* _GOAL OF THE EXERCISE_
Transcribe each record as written.

* _RECORD EXCERPTS_

· · · · · · ·

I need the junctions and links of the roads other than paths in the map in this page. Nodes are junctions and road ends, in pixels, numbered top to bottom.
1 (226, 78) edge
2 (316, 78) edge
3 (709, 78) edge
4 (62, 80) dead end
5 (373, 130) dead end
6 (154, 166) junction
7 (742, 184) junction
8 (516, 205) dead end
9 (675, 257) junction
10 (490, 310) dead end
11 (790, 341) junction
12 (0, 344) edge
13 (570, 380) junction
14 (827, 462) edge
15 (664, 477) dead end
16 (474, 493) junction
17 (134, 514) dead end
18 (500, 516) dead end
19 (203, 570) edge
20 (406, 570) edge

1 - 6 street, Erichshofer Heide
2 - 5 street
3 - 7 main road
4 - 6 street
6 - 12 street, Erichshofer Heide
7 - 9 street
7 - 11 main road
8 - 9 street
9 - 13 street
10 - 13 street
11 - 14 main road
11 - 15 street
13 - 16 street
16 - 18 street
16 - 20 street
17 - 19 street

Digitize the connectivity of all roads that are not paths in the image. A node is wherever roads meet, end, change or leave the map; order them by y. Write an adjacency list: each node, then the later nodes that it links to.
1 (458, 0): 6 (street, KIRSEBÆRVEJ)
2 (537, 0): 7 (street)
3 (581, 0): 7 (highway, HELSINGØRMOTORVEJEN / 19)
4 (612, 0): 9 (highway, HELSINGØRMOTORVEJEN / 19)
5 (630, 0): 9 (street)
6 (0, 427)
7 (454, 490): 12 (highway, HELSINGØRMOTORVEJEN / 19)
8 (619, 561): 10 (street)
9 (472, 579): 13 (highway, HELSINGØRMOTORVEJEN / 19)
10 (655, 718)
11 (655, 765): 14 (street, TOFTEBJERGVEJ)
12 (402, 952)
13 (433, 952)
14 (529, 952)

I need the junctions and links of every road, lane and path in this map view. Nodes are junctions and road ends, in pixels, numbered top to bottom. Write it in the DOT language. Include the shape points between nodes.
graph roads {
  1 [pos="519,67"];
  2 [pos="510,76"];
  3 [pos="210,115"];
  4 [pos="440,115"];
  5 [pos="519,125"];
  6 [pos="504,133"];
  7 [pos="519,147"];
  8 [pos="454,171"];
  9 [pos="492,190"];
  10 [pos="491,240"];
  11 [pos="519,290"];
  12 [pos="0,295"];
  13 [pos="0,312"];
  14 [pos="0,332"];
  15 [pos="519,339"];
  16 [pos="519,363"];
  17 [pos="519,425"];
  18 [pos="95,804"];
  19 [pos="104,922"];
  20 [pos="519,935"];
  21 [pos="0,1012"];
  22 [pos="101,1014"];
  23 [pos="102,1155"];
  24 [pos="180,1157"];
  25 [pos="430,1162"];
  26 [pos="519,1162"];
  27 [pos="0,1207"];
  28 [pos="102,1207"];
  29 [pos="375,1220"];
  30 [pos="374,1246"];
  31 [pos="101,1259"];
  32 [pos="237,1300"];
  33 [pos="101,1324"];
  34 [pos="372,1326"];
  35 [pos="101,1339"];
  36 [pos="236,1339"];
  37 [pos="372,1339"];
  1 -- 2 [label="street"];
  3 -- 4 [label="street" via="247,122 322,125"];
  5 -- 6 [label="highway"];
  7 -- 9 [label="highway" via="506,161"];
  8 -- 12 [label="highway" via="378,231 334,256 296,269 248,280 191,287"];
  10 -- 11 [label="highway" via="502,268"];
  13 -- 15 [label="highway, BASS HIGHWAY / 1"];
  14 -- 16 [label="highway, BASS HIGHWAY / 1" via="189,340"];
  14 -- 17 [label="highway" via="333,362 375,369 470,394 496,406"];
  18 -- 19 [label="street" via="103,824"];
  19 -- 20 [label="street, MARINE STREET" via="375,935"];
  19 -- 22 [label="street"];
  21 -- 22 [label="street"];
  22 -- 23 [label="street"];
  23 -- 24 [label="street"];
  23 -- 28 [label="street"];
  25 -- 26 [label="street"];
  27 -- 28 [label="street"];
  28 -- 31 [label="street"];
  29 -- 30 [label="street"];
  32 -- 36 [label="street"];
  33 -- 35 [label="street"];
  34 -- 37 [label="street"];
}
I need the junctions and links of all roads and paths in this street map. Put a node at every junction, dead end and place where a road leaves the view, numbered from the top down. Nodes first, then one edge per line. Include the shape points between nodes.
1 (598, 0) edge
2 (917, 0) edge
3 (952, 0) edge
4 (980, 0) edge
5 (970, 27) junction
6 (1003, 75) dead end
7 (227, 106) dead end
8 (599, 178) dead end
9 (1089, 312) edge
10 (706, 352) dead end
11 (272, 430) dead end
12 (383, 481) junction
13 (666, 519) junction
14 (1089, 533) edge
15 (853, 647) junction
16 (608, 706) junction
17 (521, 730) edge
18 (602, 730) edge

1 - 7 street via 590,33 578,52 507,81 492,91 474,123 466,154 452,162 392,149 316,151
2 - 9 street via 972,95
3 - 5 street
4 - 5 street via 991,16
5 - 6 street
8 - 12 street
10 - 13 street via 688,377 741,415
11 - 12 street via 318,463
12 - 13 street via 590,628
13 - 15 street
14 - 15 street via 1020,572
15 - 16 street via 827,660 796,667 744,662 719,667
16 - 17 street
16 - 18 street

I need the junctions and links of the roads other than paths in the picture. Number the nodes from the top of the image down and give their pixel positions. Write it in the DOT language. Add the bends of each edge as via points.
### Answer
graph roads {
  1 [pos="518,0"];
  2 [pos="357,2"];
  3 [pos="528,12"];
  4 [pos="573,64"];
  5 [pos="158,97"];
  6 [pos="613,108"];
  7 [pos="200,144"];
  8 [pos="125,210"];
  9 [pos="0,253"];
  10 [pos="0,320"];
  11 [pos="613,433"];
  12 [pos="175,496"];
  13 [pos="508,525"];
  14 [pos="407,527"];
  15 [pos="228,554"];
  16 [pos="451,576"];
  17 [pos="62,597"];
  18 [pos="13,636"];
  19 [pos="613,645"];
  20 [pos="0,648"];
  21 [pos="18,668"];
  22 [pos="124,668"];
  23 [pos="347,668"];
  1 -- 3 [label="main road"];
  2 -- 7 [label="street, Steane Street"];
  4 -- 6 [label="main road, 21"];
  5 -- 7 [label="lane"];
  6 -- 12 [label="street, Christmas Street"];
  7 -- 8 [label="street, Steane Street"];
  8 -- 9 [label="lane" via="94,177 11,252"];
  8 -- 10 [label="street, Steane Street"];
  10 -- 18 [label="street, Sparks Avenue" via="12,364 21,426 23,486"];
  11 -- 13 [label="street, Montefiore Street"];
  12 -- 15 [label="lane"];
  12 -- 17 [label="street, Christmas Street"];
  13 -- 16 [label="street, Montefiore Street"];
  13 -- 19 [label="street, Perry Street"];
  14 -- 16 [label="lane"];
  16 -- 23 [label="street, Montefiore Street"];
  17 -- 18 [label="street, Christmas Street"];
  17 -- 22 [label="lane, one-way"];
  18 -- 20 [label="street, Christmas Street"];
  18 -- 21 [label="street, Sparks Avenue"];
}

· · · · · · ·

* _COMPLETED EXERCISE_
I need the junctions and links of the roads other than paths in the map in this page. Nodes are junctions and road ends, in pixels, numbered top to bottom.
1 (226, 78) edge
2 (316, 78) edge
3 (709, 78) edge
4 (62, 80) dead end
5 (373, 130) dead end
6 (154, 166) junction
7 (742, 184) junction
8 (516, 205) dead end
9 (675, 257) junction
10 (490, 310) dead end
11 (790, 341) junction
12 (0, 344) edge
13 (570, 380) junction
14 (827, 462) edge
15 (664, 477) dead end
16 (474, 493) junction
17 (134, 514) dead end
18 (500, 516) dead end
19 (203, 570) edge
20 (406, 570) edge

1 - 6 street, Erichshofer Heide
2 - 5 street
3 - 7 main road
4 - 6 street
6 - 12 street, Erichshofer Heide
7 - 9 street
7 - 11 main road
8 - 9 street
9 - 13 street
10 - 13 street
11 - 14 main road
11 - 15 street
13 - 16 street
16 - 18 street
16 - 20 street
17 - 19 street

Digitize the connectivity of all roads that are not paths in the image. A node is wherever roads meet, end, change or leave the map; order them by y. Write an adjacency list: each node, then the later nodes that it links to.
1 (458, 0): 6 (street, KIRSEBÆRVEJ)
2 (537, 0): 7 (street)
3 (581, 0): 7 (highway, HELSINGØRMOTORVEJEN / 19)
4 (612, 0): 9 (highway, HELSINGØRMOTORVEJEN / 19)
5 (630, 0): 9 (street)
6 (0, 427)
7 (454, 490): 12 (highway, HELSINGØRMOTORVEJEN / 19)
8 (619, 561): 10 (street)
9 (472, 579): 13 (highway, HELSINGØRMOTORVEJEN / 19)
10 (655, 718)
11 (655, 765): 14 (street, TOFTEBJERGVEJ)
12 (402, 952)
13 (433, 952)
14 (529, 952)

I need the junctions and links of every road, lane and path in this map view. Nodes are junctions and road ends, in pixels, numbered top to bottom. Write it in the DOT language. Include the shape points between nodes.
graph roads {
  1 [pos="519,67"];
  2 [pos="510,76"];
  3 [pos="210,115"];
  4 [pos="440,115"];
  5 [pos="519,125"];
  6 [pos="504,133"];
  7 [pos="519,147"];
  8 [pos="454,171"];
  9 [pos="492,190"];
  10 [pos="491,240"];
  11 [pos="519,290"];
  12 [pos="0,295"];
  13 [pos="0,312"];
  14 [pos="0,332"];
  15 [pos="519,339"];
  16 [pos="519,363"];
  17 [pos="519,425"];
  18 [pos="95,804"];
  19 [pos="104,922"];
  20 [pos="519,935"];
  21 [pos="0,1012"];
  22 [pos="101,1014"];
  23 [pos="102,1155"];
  24 [pos="180,1157"];
  25 [pos="430,1162"];
  26 [pos="519,1162"];
  27 [pos="0,1207"];
  28 [pos="102,1207"];
  29 [pos="375,1220"];
  30 [pos="374,1246"];
  31 [pos="101,1259"];
  32 [pos="237,1300"];
  33 [pos="101,1324"];
  34 [pos="372,1326"];
  35 [pos="101,1339"];
  36 [pos="236,1339"];
  37 [pos="372,1339"];
  1 -- 2 [label="street"];
  3 -- 4 [label="street" via="247,122 322,125"];
  5 -- 6 [label="highway"];
  7 -- 9 [label="highway" via="506,161"];
  8 -- 12 [label="highway" via="378,231 334,256 296,269 248,280 191,287"];
  10 -- 11 [label="highway" via="502,268"];
  13 -- 15 [label="highway, BASS HIGHWAY / 1"];
  14 -- 16 [label="highway, BASS HIGHWAY / 1" via="189,340"];
  14 -- 17 [label="highway" via="333,362 375,369 470,394 496,406"];
  18 -- 19 [label="street" via="103,824"];
  19 -- 20 [label="street, MARINE STREET" via="375,935"];
  19 -- 22 [label="street"];
  21 -- 22 [label="street"];
  22 -- 23 [label="street"];
  23 -- 24 [label="street"];
  23 -- 28 [label="street"];
  25 -- 26 [label="street"];
  27 -- 28 [label="street"];
  28 -- 31 [label="street"];
  29 -- 30 [label="street"];
  32 -- 36 [label="street"];
  33 -- 35 [label="street"];
  34 -- 37 [label="street"];
}
I need the junctions and links of all roads and paths in this street map. Put a node at every junction, dead end and place where a road leaves the view, numbered from the top down. Nodes first, then one edge per line. Include the shape points between nodes.
1 (598, 0) edge
2 (917, 0) edge
3 (952, 0) edge
4 (980, 0) edge
5 (970, 27) junction
6 (1003, 75) dead end
7 (227, 106) dead end
8 (599, 178) dead end
9 (1089, 312) edge
10 (706, 352) dead end
11 (272, 430) dead end
12 (383, 481) junction
13 (666, 519) junction
14 (1089, 533) edge
15 (853, 647) junction
16 (608, 706) junction
17 (521, 730) edge
18 (602, 730) edge

1 - 7 street via 590,33 578,52 507,81 492,91 474,123 466,154 452,162 392,149 316,151
2 - 9 street via 972,95
3 - 5 street
4 - 5 street via 991,16
5 - 6 street
8 - 12 street
10 - 13 street via 688,377 741,415
11 - 12 street via 318,463
12 - 13 street via 590,628
13 - 15 street
14 - 15 street via 1020,572
15 - 16 street via 827,660 796,667 744,662 719,667
16 - 17 street
16 - 18 street

I need the junctions and links of the roads other than paths in the picture. Number the nodes from the top of the image down and give their pixel positions. Write it in the DOT language. Add the bends of each edge as via points.
### Answer
graph roads {
  1 [pos="518,0"];
  2 [pos="357,2"];
  3 [pos="528,12"];
  4 [pos="573,64"];
  5 [pos="158,97"];
  6 [pos="613,108"];
  7 [pos="200,144"];
  8 [pos="125,210"];
  9 [pos="0,253"];
  10 [pos="0,320"];
  11 [pos="613,433"];
  12 [pos="175,496"];
  13 [pos="508,525"];
  14 [pos="407,527"];
  15 [pos="228,554"];
  16 [pos="451,576"];
  17 [pos="62,597"];
  18 [pos="13,636"];
  19 [pos="613,645"];
  20 [pos="0,648"];
  21 [pos="18,668"];
  22 [pos="124,668"];
  23 [pos="347,668"];
  1 -- 3 [label="main road"];
  2 -- 7 [label="street, Steane Street"];
  4 -- 6 [label="main road, 21"];
  5 -- 7 [label="lane"];
  6 -- 12 [label="street, Christmas Street"];
  7 -- 8 [label="street, Steane Street"];
  8 -- 9 [label="lane" via="94,177 11,252"];
  8 -- 10 [label="street, Steane Street"];
  10 -- 18 [label="street, Sparks Avenue" via="12,364 21,426 23,486"];
  11 -- 13 [label="street, Montefiore Street"];
  12 -- 15 [label="lane"];
  12 -- 17 [label="street, Christmas Street"];
  13 -- 16 [label="street, Montefiore Street"];
  13 -- 19 [label="street, Perry Street"];
  14 -- 16 [label="lane"];
  16 -- 23 [label="street, Montefiore Street"];
  17 -- 18 [label="street, Christmas Street"];
  17 -- 22 [label="lane, one-way"];
  18 -- 20 [label="street, Christmas Street"];
  18 -- 21 [label="street, Sparks Avenue"];
}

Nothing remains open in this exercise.